Here is a good place to chat with bodybuilders  http://forum.bodybuilding.com/


----------



## Shirt Ripper (Jan 26, 2006)

Eat more.  Try to keep it clean for health purposes.  All suggestions above are solid, for the most part.

Lift hard and heavy.  Get plenty of rest.

Very vague, I know...but there was limited information...


----------



## Odin (Jan 27, 2006)

Eternal Beginner said:
			
		

> Best bet? Get a good nutritionist. My husband always had problems with being underweight. With a personal trainer who guided him in his weigh-training techniques he was putting on some weight but he made HUGE strides once he met with a sports nutritionist.
> 
> He went from struggling to stay at about 170'ish to a solid 190 within a very short time.
> 
> One or two visits with a nutritionist doesn't cost all that much but will be worth it in the long term with goals achieved more efficiently, healthier eating habits and training with the proper fuels in your body.


 
that was a good idea I have a meeting with one on saturday morning.


----------



## Eternal Beginner (Jan 27, 2006)

Odin said:
			
		

> that was a good idea I have a meeting with one on saturday morning.


Glad I could be of service!

I know it worked wonders for my husband...I hope you get the same results.
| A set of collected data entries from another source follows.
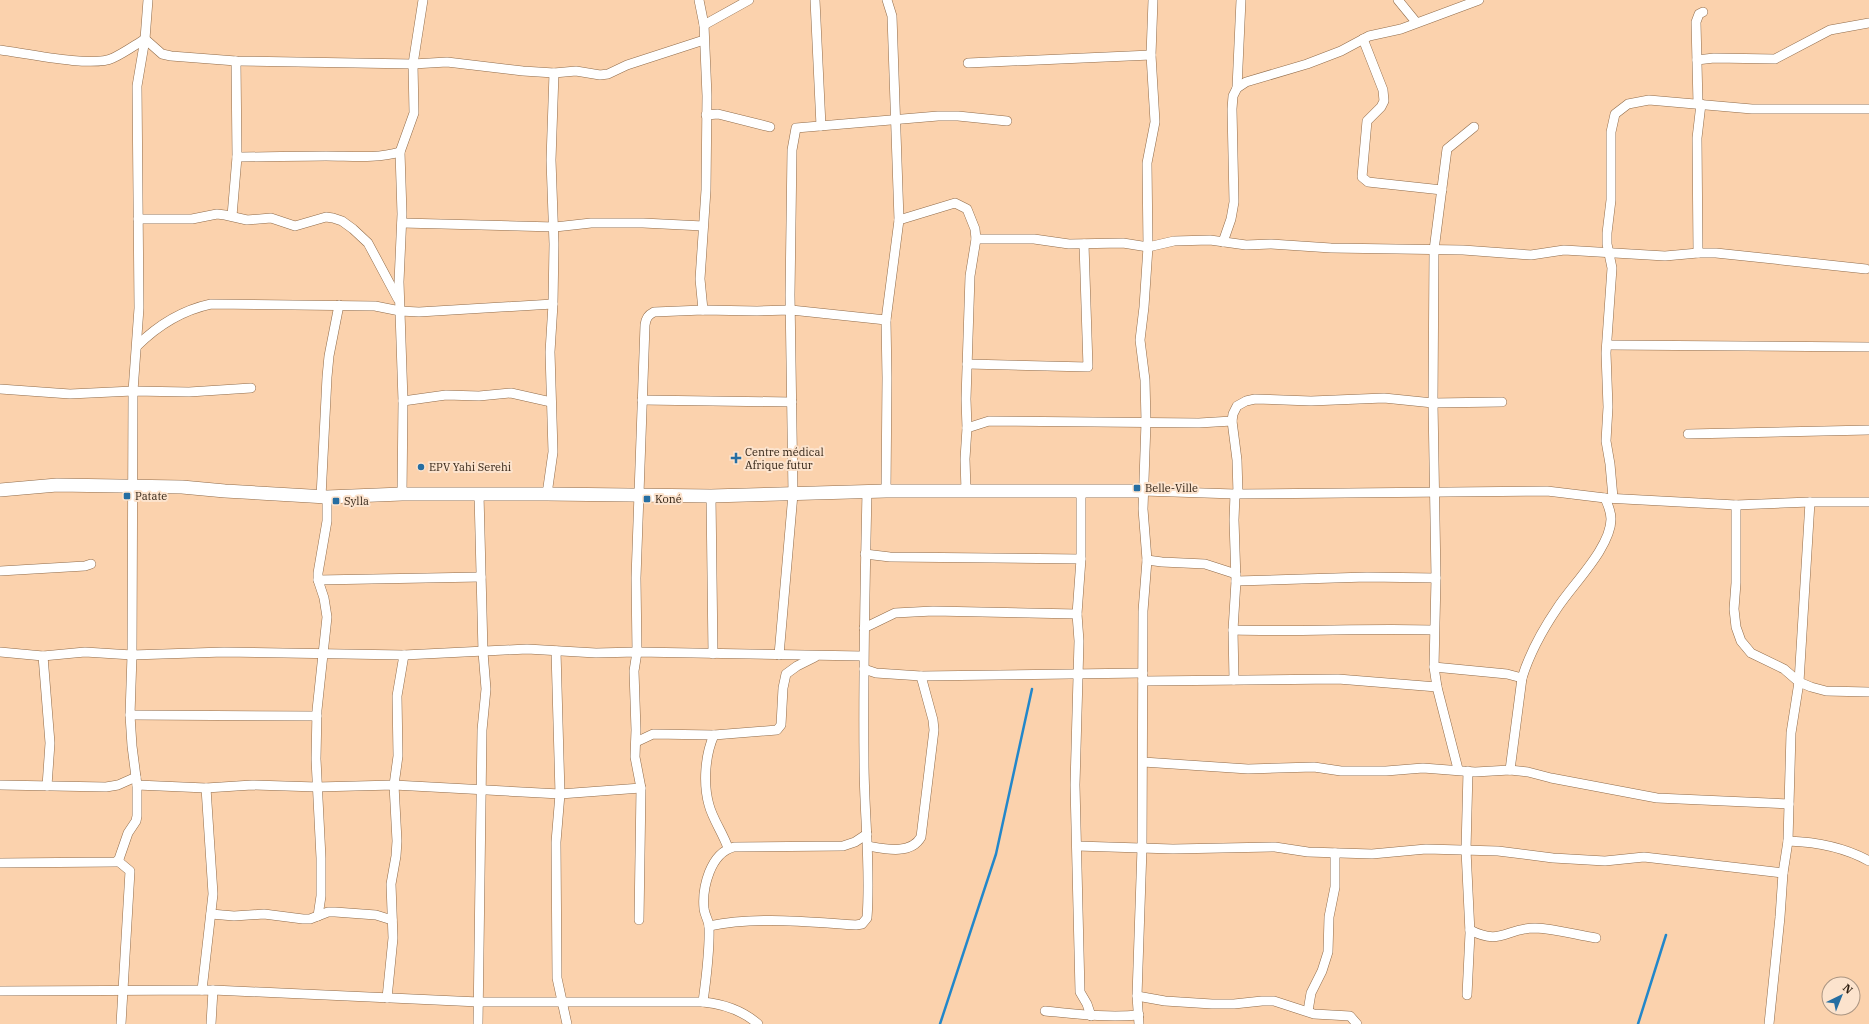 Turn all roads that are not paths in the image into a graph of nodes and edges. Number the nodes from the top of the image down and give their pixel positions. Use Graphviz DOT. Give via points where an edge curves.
graph roads {
  1 [pos="148,0"];
  2 [pos="423,0"];
  3 [pos="699,0"];
  4 [pos="749,0"];
  5 [pos="815,0"];
  6 [pos="887,0"];
  7 [pos="1153,0"];
  8 [pos="1241,0"];
  9 [pos="1398,0"];
  10 [pos="1479,0"];
  11 [pos="1703,12"];
  12 [pos="1416,22"];
  13 [pos="1869,23"];
  14 [pos="704,26"];
  15 [pos="145,39"];
  16 [pos="1363,39"];
  17 [pos="704,40"];
  18 [pos="0,50"];
  19 [pos="1151,55"];
  20 [pos="1697,60"];
  21 [pos="236,61"];
  22 [pos="968,63"];
  23 [pos="413,64"];
  24 [pos="554,73"];
  25 [pos="1237,88"];
  26 [pos="1700,104"];
  27 [pos="1869,108"];
  28 [pos="706,115"];
  29 [pos="896,120"];
  30 [pos="1007,121"];
  31 [pos="770,126"];
  32 [pos="821,126"];
  33 [pos="1474,127"];
  34 [pos="400,152"];
  35 [pos="236,156"];
  36 [pos="1442,190"];
  37 [pos="232,216"];
  38 [pos="138,219"];
  39 [pos="899,220"];
  40 [pos="402,223"];
  41 [pos="703,226"];
  42 [pos="554,227"];
  43 [pos="976,239"];
  44 [pos="1223,242"];
  45 [pos="1084,244"];
  46 [pos="1148,247"];
  47 [pos="1434,250"];
  48 [pos="1698,252"];
  49 [pos="1610,253"];
  50 [pos="1866,269"];
  51 [pos="553,304"];
  52 [pos="339,305"];
  53 [pos="400,307"];
  54 [pos="703,310"];
  55 [pos="790,310"];
  56 [pos="886,320"];
  57 [pos="1607,344"];
  58 [pos="137,346"];
  59 [pos="1869,347"];
  60 [pos="967,364"];
  61 [pos="251,388"];
  62 [pos="0,389"];
  63 [pos="133,392"];
  64 [pos="642,400"];
  65 [pos="402,401"];
  66 [pos="552,402"];
  67 [pos="792,402"];
  68 [pos="1502,402"];
  69 [pos="1433,403"];
  70 [pos="1232,421"];
  71 [pos="1146,422"];
  72 [pos="967,428"];
  73 [pos="1869,430"];
  74 [pos="1688,434"];
  75 [pos="132,487"];
  76 [pos="0,490"];
  77 [pos="886,491"];
  78 [pos="966,491"];
  79 [pos="1080,491"];
  80 [pos="1143,491"];
  81 [pos="1436,491"];
  82 [pos="867,492"];
  83 [pos="402,494"];
  84 [pos="479,494"];
  85 [pos="547,494"];
  86 [pos="793,494"];
  87 [pos="1237,494"];
  88 [pos="639,495"];
  89 [pos="711,496"];
  90 [pos="324,497"];
  91 [pos="1609,498"];
  92 [pos="1810,502"];
  93 [pos="1869,502"];
  94 [pos="1736,505"];
  95 [pos="865,554"];
  96 [pos="1081,559"];
  97 [pos="1147,560"];
  98 [pos="91,564"];
  99 [pos="0,571"];
  100 [pos="481,577"];
  101 [pos="1236,577"];
  102 [pos="1436,578"];
  103 [pos="318,580"];
  104 [pos="1076,614"];
  105 [pos="864,628"];
  106 [pos="1233,630"];
  107 [pos="1433,630"];
  108 [pos="556,651"];
  109 [pos="0,652"];
  110 [pos="324,652"];
  111 [pos="483,652"];
  112 [pos="637,652"];
  113 [pos="404,654"];
  114 [pos="713,654"];
  115 [pos="132,655"];
  116 [pos="778,655"];
  117 [pos="43,656"];
  118 [pos="815,656"];
  119 [pos="864,656"];
  120 [pos="1434,667"];
  121 [pos="864,670"];
  122 [pos="1078,672"];
  123 [pos="920,676"];
  124 [pos="1143,677"];
  125 [pos="1522,678"];
  126 [pos="1234,680"];
  127 [pos="1799,682"];
  128 [pos="1437,687"];
  129 [pos="1869,692"];
  130 [pos="130,715"];
  131 [pos="317,716"];
  132 [pos="714,735"];
  133 [pos="636,742"];
  134 [pos="1142,762"];
  135 [pos="1458,770"];
  136 [pos="1510,770"];
  137 [pos="1468,771"];
  138 [pos="137,781"];
  139 [pos="0,785"];
  140 [pos="394,785"];
  141 [pos="47,786"];
  142 [pos="317,787"];
  143 [pos="206,788"];
  144 [pos="641,788"];
  145 [pos="481,790"];
  146 [pos="560,794"];
  147 [pos="1789,804"];
  148 [pos="867,834"];
  149 [pos="1788,841"];
  150 [pos="868,846"];
  151 [pos="1077,846"];
  152 [pos="728,848"];
  153 [pos="1142,848"];
  154 [pos="1466,850"];
  155 [pos="1335,853"];
  156 [pos="118,861"];
  157 [pos="1869,861"];
  158 [pos="0,863"];
  159 [pos="1783,873"];
  160 [pos="211,914"];
  161 [pos="318,916"];
  162 [pos="392,920"];
  163 [pos="639,920"];
  164 [pos="709,926"];
  165 [pos="1470,930"];
  166 [pos="1596,938"];
  167 [pos="123,990"];
  168 [pos="202,990"];
  169 [pos="213,990"];
  170 [pos="0,991"];
  171 [pos="1467,995"];
  172 [pos="1137,996"];
  173 [pos="387,998"];
  174 [pos="479,1002"];
  175 [pos="703,1002"];
  176 [pos="562,1003"];
  177 [pos="1045,1011"];
  178 [pos="1308,1011"];
  179 [pos="1091,1016"];
  180 [pos="1139,1019"];
  181 [pos="121,1024"];
  182 [pos="211,1024"];
  183 [pos="478,1024"];
  184 [pos="567,1024"];
  185 [pos="758,1024"];
  186 [pos="1357,1024"];
  187 [pos="1769,1024"];
  1 -- 15 [label="street"];
  2 -- 23 [label="street"];
  3 -- 14 [label="street"];
  4 -- 14 [label="street"];
  5 -- 32 [label="street"];
  6 -- 29 [label="street" via="892,16"];
  7 -- 19 [label="street"];
  8 -- 25 [label="street"];
  9 -- 12 [label="street"];
  10 -- 12 [label="street"];
  11 -- 20 [label="street" via="1699,14 1696,22"];
  12 -- 16 [label="street" via="1401,29"];
  13 -- 20 [label="street" via="1830,30 1775,59"];
  14 -- 17 [label="street"];
  15 -- 18 [label="street" via="104,61 74,60"];
  15 -- 21 [label="street" via="162,54"];
  15 -- 38 [label="street" via="137,86"];
  16 -- 25 [label="street" via="1323,59 1246,82"];
  16 -- 36 [label="street" via="1383,90 1384,101 1367,121 1362,177 1368,182"];
  17 -- 24 [label="street" via="633,63 608,74 576,71"];
  17 -- 28 [label="street"];
  19 -- 22 [label="street"];
  19 -- 46 [label="street" via="1155,122 1147,163"];
  20 -- 26 [label="street"];
  21 -- 23 [label="street"];
  21 -- 35 [label="street"];
  23 -- 24 [label="street" via="447,62"];
  23 -- 34 [label="street" via="414,114"];
  24 -- 42 [label="street" via="551,160"];
  25 -- 44 [label="street" via="1233,96 1232,109 1234,202"];
  26 -- 27 [label="street" via="1752,109"];
  26 -- 48 [label="street" via="1697,138"];
  26 -- 49 [label="street" via="1649,100 1628,104 1615,114 1610,132 1611,200 1607,233"];
  28 -- 31 [label="street" via="718,114"];
  28 -- 41 [label="street" via="706,190"];
  29 -- 30 [label="street" via="958,116"];
  29 -- 32 [label="street"];
  29 -- 39 [label="street"];
  32 -- 55 [label="street" via="796,128 792,150"];
  33 -- 36 [label="street" via="1447,149"];
  34 -- 35 [label="street" via="383,157"];
  34 -- 40 [label="street"];
  35 -- 37 [label="street"];
  36 -- 47 [label="street"];
  37 -- 38 [label="street" via="217,214 192,219"];
  37 -- 53 [label="street" via="247,220 271,218 295,226 326,217 342,221 368,243"];
  38 -- 58 [label="street"];
  39 -- 43 [label="street" via="955,203 967,210 975,229"];
  39 -- 56 [label="street"];
  40 -- 42 [label="street"];
  40 -- 53 [label="street" via="398,282"];
  41 -- 42 [label="street" via="591,223"];
  41 -- 54 [label="street" via="700,279"];
  42 -- 51 [label="street"];
  43 -- 45 [label="street" via="1034,239"];
  43 -- 60 [label="street" via="970,276"];
  44 -- 46 [label="street" via="1189,240"];
  44 -- 47 [label="street" via="1246,245"];
  45 -- 46 [label="street"];
  45 -- 60 [label="street" via="1088,367"];
  46 -- 71 [label="street" via="1140,340 1145,380"];
  47 -- 49 [label="street" via="1531,255 1564,250"];
  47 -- 69 [label="street"];
  48 -- 49 [label="street" via="1665,256"];
  48 -- 50 [label="street"];
  49 -- 57 [label="street" via="1612,268"];
  51 -- 53 [label="street" via="434,312"];
  51 -- 66 [label="street" via="550,352"];
  52 -- 53 [label="street"];
  52 -- 58 [label="street" via="211,304 198,307 163,325"];
  52 -- 90 [label="street" via="327,377"];
  53 -- 65 [label="street"];
  54 -- 55 [label="street"];
  54 -- 64 [label="street" via="649,314 646,319"];
  55 -- 56 [label="street"];
  55 -- 67 [label="street"];
  56 -- 77 [label="street"];
  57 -- 59 [label="street"];
  57 -- 91 [label="street" via="1606,441 1610,464"];
  58 -- 63 [label="street"];
  60 -- 72 [label="street"];
  61 -- 63 [label="street"];
  62 -- 63 [label="street" via="70,394"];
  63 -- 75 [label="street"];
  64 -- 67 [label="street"];
  64 -- 88 [label="street"];
  65 -- 66 [label="street" via="446,395 480,396 511,393"];
  65 -- 83 [label="street"];
  66 -- 85 [label="street" via="553,452"];
  67 -- 86 [label="street"];
  68 -- 69 [label="street"];
  69 -- 70 [label="street" via="1384,398 1311,401 1255,399 1237,406"];
  69 -- 81 [label="street"];
  70 -- 71 [label="street"];
  70 -- 87 [label="street" via="1238,460"];
  71 -- 72 [label="street" via="989,421"];
  71 -- 80 [label="street"];
  72 -- 78 [label="street"];
  73 -- 74 [label="street"];
  75 -- 76 [label="street" via="56,485"];
  75 -- 90 [label="street" via="182,487"];
  75 -- 115 [label="street"];
  77 -- 78 [label="street"];
  77 -- 82 [label="street"];
  78 -- 79 [label="street"];
  79 -- 80 [label="street"];
  79 -- 96 [label="street"];
  80 -- 87 [label="street"];
  80 -- 97 [label="street" via="1142,509"];
  81 -- 87 [label="street"];
  81 -- 91 [label="street" via="1547,491"];
  81 -- 102 [label="street"];
  82 -- 86 [label="street"];
  82 -- 95 [label="street"];
  83 -- 84 [label="street"];
  83 -- 90 [label="street"];
  84 -- 85 [label="street"];
  84 -- 100 [label="street"];
  85 -- 88 [label="street"];
  86 -- 89 [label="street"];
  86 -- 116 [label="street"];
  87 -- 101 [label="street" via="1234,520"];
  88 -- 89 [label="street"];
  88 -- 112 [label="street"];
  89 -- 114 [label="street"];
  90 -- 103 [label="street" via="327,521"];
  91 -- 94 [label="street"];
  91 -- 125 [label="street" via="1611,519 1606,537 1593,560 1538,637"];
  92 -- 93 [label="street"];
  92 -- 94 [label="street"];
  92 -- 127 [label="street"];
  94 -- 127 [label="street" via="1736,627 1741,641 1752,653 1784,668"];
  95 -- 96 [label="street" via="890,557"];
  95 -- 105 [label="street"];
  96 -- 104 [label="street"];
  97 -- 101 [label="street" via="1205,564"];
  97 -- 124 [label="street" via="1143,611"];
  98 -- 99 [label="street"];
  100 -- 103 [label="street"];
  100 -- 111 [label="street"];
  101 -- 102 [label="street"];
  101 -- 106 [label="street"];
  102 -- 107 [label="street"];
  103 -- 110 [label="street" via="326,608"];
  104 -- 105 [label="street" via="933,611 895,613"];
  104 -- 122 [label="street"];
  105 -- 119 [label="street"];
  106 -- 107 [label="street"];
  106 -- 126 [label="street"];
  107 -- 120 [label="street"];
  108 -- 111 [label="street" via="527,649"];
  108 -- 112 [label="street"];
  108 -- 146 [label="street"];
  109 -- 117 [label="street"];
  110 -- 113 [label="street"];
  110 -- 115 [label="street" via="177,652"];
  110 -- 131 [label="street"];
  111 -- 113 [label="street"];
  111 -- 145 [label="street" via="486,689"];
  112 -- 114 [label="street"];
  112 -- 133 [label="street" via="634,678"];
  113 -- 140 [label="street" via="397,696 398,756"];
  114 -- 116 [label="street"];
  115 -- 117 [label="street" via="85,652"];
  115 -- 130 [label="street"];
  116 -- 118 [label="street"];
  117 -- 141 [label="street" via="50,743"];
  118 -- 119 [label="street"];
  118 -- 132 [label="street" via="786,674 780,728"];
  119 -- 121 [label="street"];
  120 -- 125 [label="street" via="1507,674"];
  120 -- 128 [label="street"];
  121 -- 123 [label="street"];
  121 -- 148 [label="street" via="864,787"];
  122 -- 123 [label="street"];
  122 -- 124 [label="street"];
  122 -- 151 [label="street" via="1075,785"];
  123 -- 150 [label="street" via="934,730 921,837 909,848 885,849"];
  124 -- 126 [label="street"];
  124 -- 134 [label="street"];
  125 -- 136 [label="street"];
  126 -- 128 [label="street" via="1338,679"];
  127 -- 129 [label="street" via="1826,691"];
  127 -- 147 [label="street" via="1791,733"];
  128 -- 135 [label="street"];
  130 -- 131 [label="street"];
  130 -- 138 [label="street"];
  131 -- 142 [label="street"];
  132 -- 133 [label="street" via="653,734"];
  132 -- 152 [label="street" via="708,753 707,793 709,806"];
  133 -- 144 [label="street" via="635,757"];
  134 -- 135 [label="street" via="1248,769 1314,767 1341,771 1423,768"];
  134 -- 153 [label="street"];
  135 -- 137 [label="street"];
  136 -- 137 [label="street"];
  136 -- 147 [label="street" via="1657,798"];
  137 -- 154 [label="street"];
  138 -- 141 [label="street" via="106,787"];
  138 -- 143 [label="street"];
  138 -- 156 [label="street" via="136,821 128,833"];
  139 -- 141 [label="street"];
  140 -- 142 [label="street"];
  140 -- 145 [label="street"];
  140 -- 162 [label="street" via="397,841 391,889"];
  142 -- 143 [label="street" via="252,785"];
  142 -- 161 [label="street" via="321,896"];
  143 -- 160 [label="street" via="213,894"];
  144 -- 146 [label="street"];
  144 -- 163 [label="street"];
  145 -- 146 [label="street"];
  145 -- 174 [label="street"];
  146 -- 176 [label="street" via="556,842 557,978"];
  147 -- 149 [label="street"];
  148 -- 150 [label="street"];
  148 -- 152 [label="street" via="843,846"];
  149 -- 157 [label="street" via="1826,845"];
  149 -- 159 [label="street"];
  150 -- 164 [label="street" via="868,918 862,924 750,921"];
  151 -- 153 [label="street"];
  151 -- 179 [label="street" via="1080,992"];
  152 -- 164 [label="street" via="718,858 707,879 704,910"];
  153 -- 155 [label="street" via="1275,847"];
  153 -- 172 [label="street"];
  154 -- 155 [label="street"];
  154 -- 159 [label="street" via="1605,861 1644,857"];
  154 -- 165 [label="street"];
  155 -- 178 [label="street" via="1335,887 1329,916 1328,952 1311,993"];
  156 -- 158 [label="street"];
  156 -- 167 [label="street" via="130,871"];
  159 -- 187 [label="street"];
  160 -- 161 [label="street" via="264,914 294,919"];
  160 -- 168 [label="street"];
  161 -- 162 [label="street" via="335,912 376,915"];
  162 -- 173 [label="street" via="393,938"];
  164 -- 175 [label="street"];
  165 -- 166 [label="street" via="1492,938 1532,928 1544,928"];
  165 -- 171 [label="street"];
  167 -- 168 [label="street"];
  167 -- 170 [label="street"];
  167 -- 181 [label="street"];
  168 -- 169 [label="street"];
  169 -- 173 [label="street"];
  169 -- 182 [label="street"];
  172 -- 178 [label="street" via="1165,1001 1212,1004 1274,1001"];
  172 -- 180 [label="street"];
  173 -- 174 [label="street"];
  174 -- 176 [label="street"];
  174 -- 183 [label="street"];
  175 -- 176 [label="street"];
  175 -- 185 [label="street" via="721,1004 734,1009"];
  176 -- 184 [label="street"];
  177 -- 179 [label="street"];
  178 -- 186 [label="street" via="1322,1015 1350,1016"];
  179 -- 180 [label="street"];
}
One tip, make sure they know how hard you work out if you train a lot.  I had one nutritionist not fully understand the demands I was making of myself and had me on a near starvation diet!!!!  So make sure if they aren't actually a sports nutritionist used to dealing with atheletes, that they understand your full workout.


----------



## Odin (Jan 27, 2006)

Eternal Beginner said:
			
		

> Glad I could be of service!
> 
> I know it worked wonders for my husband...I hope you get the same results.
> 
> One tip, make sure they know how hard you work out if you train a lot. I had one nutritionist not fully understand the demands I was making of myself and had me on a near starvation diet!!!! So make sure if they aren't actually a sports nutritionist used to dealing with atheletes, that they understand your full workout.


 
lol no worries I'll post on monday to let you know how it went.
have a good weekend till then!peace!


----------



## Slippery_Pete (Jan 27, 2006)

Over-load principle with weight lifting!!


----------



## Shirt Ripper (Feb 6, 2006)

And?


----------